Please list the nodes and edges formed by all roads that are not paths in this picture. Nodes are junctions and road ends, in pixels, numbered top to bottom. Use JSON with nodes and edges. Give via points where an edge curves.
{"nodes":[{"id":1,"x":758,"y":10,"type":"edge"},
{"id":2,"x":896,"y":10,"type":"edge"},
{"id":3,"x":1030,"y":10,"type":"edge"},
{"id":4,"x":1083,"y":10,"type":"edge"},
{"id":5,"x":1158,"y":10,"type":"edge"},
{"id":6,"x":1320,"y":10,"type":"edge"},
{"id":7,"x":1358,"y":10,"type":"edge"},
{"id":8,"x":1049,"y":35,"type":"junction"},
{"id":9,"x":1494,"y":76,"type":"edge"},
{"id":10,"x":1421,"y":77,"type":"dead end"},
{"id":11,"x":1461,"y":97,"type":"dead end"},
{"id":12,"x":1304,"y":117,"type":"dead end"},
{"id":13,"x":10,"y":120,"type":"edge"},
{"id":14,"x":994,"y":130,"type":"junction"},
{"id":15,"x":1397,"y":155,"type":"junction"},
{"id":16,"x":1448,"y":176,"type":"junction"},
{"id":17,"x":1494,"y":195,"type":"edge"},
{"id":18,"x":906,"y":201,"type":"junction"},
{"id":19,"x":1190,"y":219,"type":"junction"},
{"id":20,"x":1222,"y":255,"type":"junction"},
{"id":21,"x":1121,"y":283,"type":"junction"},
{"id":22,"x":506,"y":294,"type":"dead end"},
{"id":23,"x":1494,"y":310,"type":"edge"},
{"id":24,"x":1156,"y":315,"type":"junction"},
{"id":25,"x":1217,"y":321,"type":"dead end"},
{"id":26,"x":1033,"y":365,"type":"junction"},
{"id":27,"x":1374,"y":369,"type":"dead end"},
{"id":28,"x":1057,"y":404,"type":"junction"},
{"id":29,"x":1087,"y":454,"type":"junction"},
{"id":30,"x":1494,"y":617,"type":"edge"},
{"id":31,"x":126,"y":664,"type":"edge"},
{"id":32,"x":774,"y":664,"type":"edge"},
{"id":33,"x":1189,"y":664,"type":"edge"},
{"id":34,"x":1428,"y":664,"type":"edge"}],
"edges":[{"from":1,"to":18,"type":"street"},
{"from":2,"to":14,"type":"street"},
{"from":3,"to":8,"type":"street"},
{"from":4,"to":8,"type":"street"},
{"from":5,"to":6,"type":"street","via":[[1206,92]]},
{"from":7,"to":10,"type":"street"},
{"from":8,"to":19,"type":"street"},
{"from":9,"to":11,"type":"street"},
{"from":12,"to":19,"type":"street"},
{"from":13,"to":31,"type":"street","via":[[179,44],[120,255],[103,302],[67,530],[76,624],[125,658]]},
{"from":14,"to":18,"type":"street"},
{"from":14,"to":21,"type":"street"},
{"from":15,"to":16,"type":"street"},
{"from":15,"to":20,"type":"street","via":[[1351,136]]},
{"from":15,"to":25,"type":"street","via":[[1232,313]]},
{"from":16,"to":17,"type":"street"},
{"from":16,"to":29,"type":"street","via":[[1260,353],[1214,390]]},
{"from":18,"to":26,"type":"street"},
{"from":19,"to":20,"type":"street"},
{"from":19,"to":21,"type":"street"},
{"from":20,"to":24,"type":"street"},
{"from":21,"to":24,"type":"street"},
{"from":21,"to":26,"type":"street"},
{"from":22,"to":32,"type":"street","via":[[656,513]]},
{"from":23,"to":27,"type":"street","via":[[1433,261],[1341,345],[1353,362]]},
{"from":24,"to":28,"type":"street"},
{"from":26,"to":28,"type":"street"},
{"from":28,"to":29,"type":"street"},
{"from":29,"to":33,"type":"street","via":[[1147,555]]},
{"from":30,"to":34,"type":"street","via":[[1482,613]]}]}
──────────────────────────────
# Required action
Nothing should be missing: every line above must be reproduced exactly.

# Output
Please list the nodes and edges formed by all roads that are not paths in this picture. Nodes are junctions and road ends, in pixels, numbered top to bottom. Use JSON with nodes and edges. Give via points where an edge curves.
{"nodes":[{"id":1,"x":758,"y":10,"type":"edge"},
{"id":2,"x":896,"y":10,"type":"edge"},
{"id":3,"x":1030,"y":10,"type":"edge"},
{"id":4,"x":1083,"y":10,"type":"edge"},
{"id":5,"x":1158,"y":10,"type":"edge"},
{"id":6,"x":1320,"y":10,"type":"edge"},
{"id":7,"x":1358,"y":10,"type":"edge"},
{"id":8,"x":1049,"y":35,"type":"junction"},
{"id":9,"x":1494,"y":76,"type":"edge"},
{"id":10,"x":1421,"y":77,"type":"dead end"},
{"id":11,"x":1461,"y":97,"type":"dead end"},
{"id":12,"x":1304,"y":117,"type":"dead end"},
{"id":13,"x":10,"y":120,"type":"edge"},
{"id":14,"x":994,"y":130,"type":"junction"},
{"id":15,"x":1397,"y":155,"type":"junction"},
{"id":16,"x":1448,"y":176,"type":"junction"},
{"id":17,"x":1494,"y":195,"type":"edge"},
{"id":18,"x":906,"y":201,"type":"junction"},
{"id":19,"x":1190,"y":219,"type":"junction"},
{"id":20,"x":1222,"y":255,"type":"junction"},
{"id":21,"x":1121,"y":283,"type":"junction"},
{"id":22,"x":506,"y":294,"type":"dead end"},
{"id":23,"x":1494,"y":310,"type":"edge"},
{"id":24,"x":1156,"y":315,"type":"junction"},
{"id":25,"x":1217,"y":321,"type":"dead end"},
{"id":26,"x":1033,"y":365,"type":"junction"},
{"id":27,"x":1374,"y":369,"type":"dead end"},
{"id":28,"x":1057,"y":404,"type":"junction"},
{"id":29,"x":1087,"y":454,"type":"junction"},
{"id":30,"x":1494,"y":617,"type":"edge"},
{"id":31,"x":126,"y":664,"type":"edge"},
{"id":32,"x":774,"y":664,"type":"edge"},
{"id":33,"x":1189,"y":664,"type":"edge"},
{"id":34,"x":1428,"y":664,"type":"edge"}],
"edges":[{"from":1,"to":18,"type":"street"},
{"from":2,"to":14,"type":"street"},
{"from":3,"to":8,"type":"street"},
{"from":4,"to":8,"type":"street"},
{"from":5,"to":6,"type":"street","via":[[1206,92]]},
{"from":7,"to":10,"type":"street"},
{"from":8,"to":19,"type":"street"},
{"from":9,"to":11,"type":"street"},
{"from":12,"to":19,"type":"street"},
{"from":13,"to":31,"type":"street","via":[[179,44],[120,255],[103,302],[67,530],[76,624],[125,658]]},
{"from":14,"to":18,"type":"street"},
{"from":14,"to":21,"type":"street"},
{"from":15,"to":16,"type":"street"},
{"from":15,"to":20,"type":"street","via":[[1351,136]]},
{"from":15,"to":25,"type":"street","via":[[1232,313]]},
{"from":16,"to":17,"type":"street"},
{"from":16,"to":29,"type":"street","via":[[1260,353],[1214,390]]},
{"from":18,"to":26,"type":"street"},
{"from":19,"to":20,"type":"street"},
{"from":19,"to":21,"type":"street"},
{"from":20,"to":24,"type":"street"},
{"from":21,"to":24,"type":"street"},
{"from":21,"to":26,"type":"street"},
{"from":22,"to":32,"type":"street","via":[[656,513]]},
{"from":23,"to":27,"type":"street","via":[[1433,261],[1341,345],[1353,362]]},
{"from":24,"to":28,"type":"street"},
{"from":26,"to":28,"type":"street"},
{"from":28,"to":29,"type":"street"},
{"from":29,"to":33,"type":"street","via":[[1147,555]]},
{"from":30,"to":34,"type":"street","via":[[1482,613]]}]}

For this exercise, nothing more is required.